TASK GOAL - Transcribe all of the records precisely as they are presented.

START PROVIDED DATA

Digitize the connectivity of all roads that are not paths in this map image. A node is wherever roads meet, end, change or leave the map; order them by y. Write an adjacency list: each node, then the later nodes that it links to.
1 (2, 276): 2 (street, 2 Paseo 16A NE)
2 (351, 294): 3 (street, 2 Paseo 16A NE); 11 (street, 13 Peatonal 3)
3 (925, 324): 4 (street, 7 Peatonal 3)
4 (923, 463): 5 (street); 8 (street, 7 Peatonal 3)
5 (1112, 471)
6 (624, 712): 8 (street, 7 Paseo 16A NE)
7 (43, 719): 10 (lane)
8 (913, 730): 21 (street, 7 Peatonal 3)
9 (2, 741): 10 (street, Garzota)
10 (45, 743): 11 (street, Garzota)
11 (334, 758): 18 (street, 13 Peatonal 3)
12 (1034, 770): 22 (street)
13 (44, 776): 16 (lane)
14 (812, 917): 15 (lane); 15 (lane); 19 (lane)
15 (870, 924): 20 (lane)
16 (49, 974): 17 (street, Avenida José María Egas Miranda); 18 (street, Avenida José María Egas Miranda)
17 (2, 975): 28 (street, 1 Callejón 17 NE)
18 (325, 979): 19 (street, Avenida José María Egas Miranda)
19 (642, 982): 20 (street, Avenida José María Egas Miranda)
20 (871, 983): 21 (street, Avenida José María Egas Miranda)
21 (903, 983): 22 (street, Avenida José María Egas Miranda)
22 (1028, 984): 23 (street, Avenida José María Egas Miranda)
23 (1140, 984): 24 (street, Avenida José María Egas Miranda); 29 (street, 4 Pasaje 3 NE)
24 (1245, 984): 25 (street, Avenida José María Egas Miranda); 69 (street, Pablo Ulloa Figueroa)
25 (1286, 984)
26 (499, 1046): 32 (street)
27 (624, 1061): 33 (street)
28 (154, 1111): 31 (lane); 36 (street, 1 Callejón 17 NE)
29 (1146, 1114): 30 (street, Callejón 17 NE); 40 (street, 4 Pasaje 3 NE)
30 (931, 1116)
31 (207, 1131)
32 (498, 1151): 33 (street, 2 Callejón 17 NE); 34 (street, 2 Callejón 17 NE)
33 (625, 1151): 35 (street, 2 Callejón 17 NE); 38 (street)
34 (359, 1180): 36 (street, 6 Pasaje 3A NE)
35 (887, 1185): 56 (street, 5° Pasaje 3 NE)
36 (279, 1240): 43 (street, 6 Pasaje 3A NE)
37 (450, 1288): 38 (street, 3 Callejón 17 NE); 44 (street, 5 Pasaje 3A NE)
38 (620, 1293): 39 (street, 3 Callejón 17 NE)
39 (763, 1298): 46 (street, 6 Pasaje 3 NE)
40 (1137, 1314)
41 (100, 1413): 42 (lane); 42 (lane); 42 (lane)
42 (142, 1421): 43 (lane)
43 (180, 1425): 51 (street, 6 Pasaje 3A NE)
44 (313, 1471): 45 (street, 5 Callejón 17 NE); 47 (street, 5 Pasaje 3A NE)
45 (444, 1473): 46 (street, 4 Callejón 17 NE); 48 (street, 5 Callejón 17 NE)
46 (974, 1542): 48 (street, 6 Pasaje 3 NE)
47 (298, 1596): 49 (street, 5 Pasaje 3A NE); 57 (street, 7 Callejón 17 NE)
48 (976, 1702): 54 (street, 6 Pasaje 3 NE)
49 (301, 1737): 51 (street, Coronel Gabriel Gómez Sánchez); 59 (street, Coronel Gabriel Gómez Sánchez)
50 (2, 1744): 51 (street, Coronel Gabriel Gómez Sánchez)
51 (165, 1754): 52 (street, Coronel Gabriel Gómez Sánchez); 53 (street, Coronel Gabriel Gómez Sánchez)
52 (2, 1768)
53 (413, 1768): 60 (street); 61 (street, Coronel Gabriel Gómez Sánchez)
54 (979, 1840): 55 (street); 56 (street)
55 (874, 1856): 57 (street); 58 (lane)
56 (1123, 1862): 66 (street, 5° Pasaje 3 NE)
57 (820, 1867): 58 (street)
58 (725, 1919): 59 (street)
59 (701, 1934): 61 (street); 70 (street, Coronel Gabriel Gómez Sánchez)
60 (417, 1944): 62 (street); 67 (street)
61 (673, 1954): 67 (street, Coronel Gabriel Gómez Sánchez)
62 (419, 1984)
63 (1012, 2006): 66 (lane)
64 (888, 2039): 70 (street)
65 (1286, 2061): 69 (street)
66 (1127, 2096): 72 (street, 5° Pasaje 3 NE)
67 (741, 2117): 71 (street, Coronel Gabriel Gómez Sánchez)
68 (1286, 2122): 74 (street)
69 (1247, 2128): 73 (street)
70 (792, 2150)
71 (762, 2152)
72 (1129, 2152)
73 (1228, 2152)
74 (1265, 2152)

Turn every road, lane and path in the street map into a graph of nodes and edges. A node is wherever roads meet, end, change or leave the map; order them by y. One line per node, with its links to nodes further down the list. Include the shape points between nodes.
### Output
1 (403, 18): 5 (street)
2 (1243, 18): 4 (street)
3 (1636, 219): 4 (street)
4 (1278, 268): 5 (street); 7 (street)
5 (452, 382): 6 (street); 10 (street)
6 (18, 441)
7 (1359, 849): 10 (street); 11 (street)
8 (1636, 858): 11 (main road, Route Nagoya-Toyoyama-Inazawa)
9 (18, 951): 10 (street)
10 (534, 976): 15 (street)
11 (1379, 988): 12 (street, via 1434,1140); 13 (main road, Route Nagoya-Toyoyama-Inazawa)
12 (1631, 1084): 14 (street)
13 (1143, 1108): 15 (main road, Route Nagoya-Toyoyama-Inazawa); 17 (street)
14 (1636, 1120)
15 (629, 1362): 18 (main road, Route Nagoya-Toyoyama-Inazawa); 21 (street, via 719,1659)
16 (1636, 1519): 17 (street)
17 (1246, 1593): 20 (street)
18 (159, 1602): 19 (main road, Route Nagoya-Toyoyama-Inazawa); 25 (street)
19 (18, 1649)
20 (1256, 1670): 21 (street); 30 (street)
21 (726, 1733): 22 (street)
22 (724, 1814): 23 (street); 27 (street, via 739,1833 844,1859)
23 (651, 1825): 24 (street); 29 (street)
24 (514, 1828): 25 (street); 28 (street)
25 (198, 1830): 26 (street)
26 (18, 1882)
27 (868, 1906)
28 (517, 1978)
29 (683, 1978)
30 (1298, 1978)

END PROVIDED DATA

REPLY TO THE TASK -
Digitize the connectivity of all roads that are not paths in this map image. A node is wherever roads meet, end, change or leave the map; order them by y. Write an adjacency list: each node, then the later nodes that it links to.
1 (2, 276): 2 (street, 2 Paseo 16A NE)
2 (351, 294): 3 (street, 2 Paseo 16A NE); 11 (street, 13 Peatonal 3)
3 (925, 324): 4 (street, 7 Peatonal 3)
4 (923, 463): 5 (street); 8 (street, 7 Peatonal 3)
5 (1112, 471)
6 (624, 712): 8 (street, 7 Paseo 16A NE)
7 (43, 719): 10 (lane)
8 (913, 730): 21 (street, 7 Peatonal 3)
9 (2, 741): 10 (street, Garzota)
10 (45, 743): 11 (street, Garzota)
11 (334, 758): 18 (street, 13 Peatonal 3)
12 (1034, 770): 22 (street)
13 (44, 776): 16 (lane)
14 (812, 917): 15 (lane); 15 (lane); 19 (lane)
15 (870, 924): 20 (lane)
16 (49, 974): 17 (street, Avenida José María Egas Miranda); 18 (street, Avenida José María Egas Miranda)
17 (2, 975): 28 (street, 1 Callejón 17 NE)
18 (325, 979): 19 (street, Avenida José María Egas Miranda)
19 (642, 982): 20 (street, Avenida José María Egas Miranda)
20 (871, 983): 21 (street, Avenida José María Egas Miranda)
21 (903, 983): 22 (street, Avenida José María Egas Miranda)
22 (1028, 984): 23 (street, Avenida José María Egas Miranda)
23 (1140, 984): 24 (street, Avenida José María Egas Miranda); 29 (street, 4 Pasaje 3 NE)
24 (1245, 984): 25 (street, Avenida José María Egas Miranda); 69 (street, Pablo Ulloa Figueroa)
25 (1286, 984)
26 (499, 1046): 32 (street)
27 (624, 1061): 33 (street)
28 (154, 1111): 31 (lane); 36 (street, 1 Callejón 17 NE)
29 (1146, 1114): 30 (street, Callejón 17 NE); 40 (street, 4 Pasaje 3 NE)
30 (931, 1116)
31 (207, 1131)
32 (498, 1151): 33 (street, 2 Callejón 17 NE); 34 (street, 2 Callejón 17 NE)
33 (625, 1151): 35 (street, 2 Callejón 17 NE); 38 (street)
34 (359, 1180): 36 (street, 6 Pasaje 3A NE)
35 (887, 1185): 56 (street, 5° Pasaje 3 NE)
36 (279, 1240): 43 (street, 6 Pasaje 3A NE)
37 (450, 1288): 38 (street, 3 Callejón 17 NE); 44 (street, 5 Pasaje 3A NE)
38 (620, 1293): 39 (street, 3 Callejón 17 NE)
39 (763, 1298): 46 (street, 6 Pasaje 3 NE)
40 (1137, 1314)
41 (100, 1413): 42 (lane); 42 (lane); 42 (lane)
42 (142, 1421): 43 (lane)
43 (180, 1425): 51 (street, 6 Pasaje 3A NE)
44 (313, 1471): 45 (street, 5 Callejón 17 NE); 47 (street, 5 Pasaje 3A NE)
45 (444, 1473): 46 (street, 4 Callejón 17 NE); 48 (street, 5 Callejón 17 NE)
46 (974, 1542): 48 (street, 6 Pasaje 3 NE)
47 (298, 1596): 49 (street, 5 Pasaje 3A NE); 57 (street, 7 Callejón 17 NE)
48 (976, 1702): 54 (street, 6 Pasaje 3 NE)
49 (301, 1737): 51 (street, Coronel Gabriel Gómez Sánchez); 59 (street, Coronel Gabriel Gómez Sánchez)
50 (2, 1744): 51 (street, Coronel Gabriel Gómez Sánchez)
51 (165, 1754): 52 (street, Coronel Gabriel Gómez Sánchez); 53 (street, Coronel Gabriel Gómez Sánchez)
52 (2, 1768)
53 (413, 1768): 60 (street); 61 (street, Coronel Gabriel Gómez Sánchez)
54 (979, 1840): 55 (street); 56 (street)
55 (874, 1856): 57 (street); 58 (lane)
56 (1123, 1862): 66 (street, 5° Pasaje 3 NE)
57 (820, 1867): 58 (street)
58 (725, 1919): 59 (street)
59 (701, 1934): 61 (street); 70 (street, Coronel Gabriel Gómez Sánchez)
60 (417, 1944): 62 (street); 67 (street)
61 (673, 1954): 67 (street, Coronel Gabriel Gómez Sánchez)
62 (419, 1984)
63 (1012, 2006): 66 (lane)
64 (888, 2039): 70 (street)
65 (1286, 2061): 69 (street)
66 (1127, 2096): 72 (street, 5° Pasaje 3 NE)
67 (741, 2117): 71 (street, Coronel Gabriel Gómez Sánchez)
68 (1286, 2122): 74 (street)
69 (1247, 2128): 73 (street)
70 (792, 2150)
71 (762, 2152)
72 (1129, 2152)
73 (1228, 2152)
74 (1265, 2152)

Turn every road, lane and path in the street map into a graph of nodes and edges. A node is wherever roads meet, end, change or leave the map; order them by y. One line per node, with its links to nodes further down the list. Include the shape points between nodes.
### Output
1 (403, 18): 5 (street)
2 (1243, 18): 4 (street)
3 (1636, 219): 4 (street)
4 (1278, 268): 5 (street); 7 (street)
5 (452, 382): 6 (street); 10 (street)
6 (18, 441)
7 (1359, 849): 10 (street); 11 (street)
8 (1636, 858): 11 (main road, Route Nagoya-Toyoyama-Inazawa)
9 (18, 951): 10 (street)
10 (534, 976): 15 (street)
11 (1379, 988): 12 (street, via 1434,1140); 13 (main road, Route Nagoya-Toyoyama-Inazawa)
12 (1631, 1084): 14 (street)
13 (1143, 1108): 15 (main road, Route Nagoya-Toyoyama-Inazawa); 17 (street)
14 (1636, 1120)
15 (629, 1362): 18 (main road, Route Nagoya-Toyoyama-Inazawa); 21 (street, via 719,1659)
16 (1636, 1519): 17 (street)
17 (1246, 1593): 20 (street)
18 (159, 1602): 19 (main road, Route Nagoya-Toyoyama-Inazawa); 25 (street)
19 (18, 1649)
20 (1256, 1670): 21 (street); 30 (street)
21 (726, 1733): 22 (street)
22 (724, 1814): 23 (street); 27 (street, via 739,1833 844,1859)
23 (651, 1825): 24 (street); 29 (street)
24 (514, 1828): 25 (street); 28 (street)
25 (198, 1830): 26 (street)
26 (18, 1882)
27 (868, 1906)
28 (517, 1978)
29 (683, 1978)
30 (1298, 1978)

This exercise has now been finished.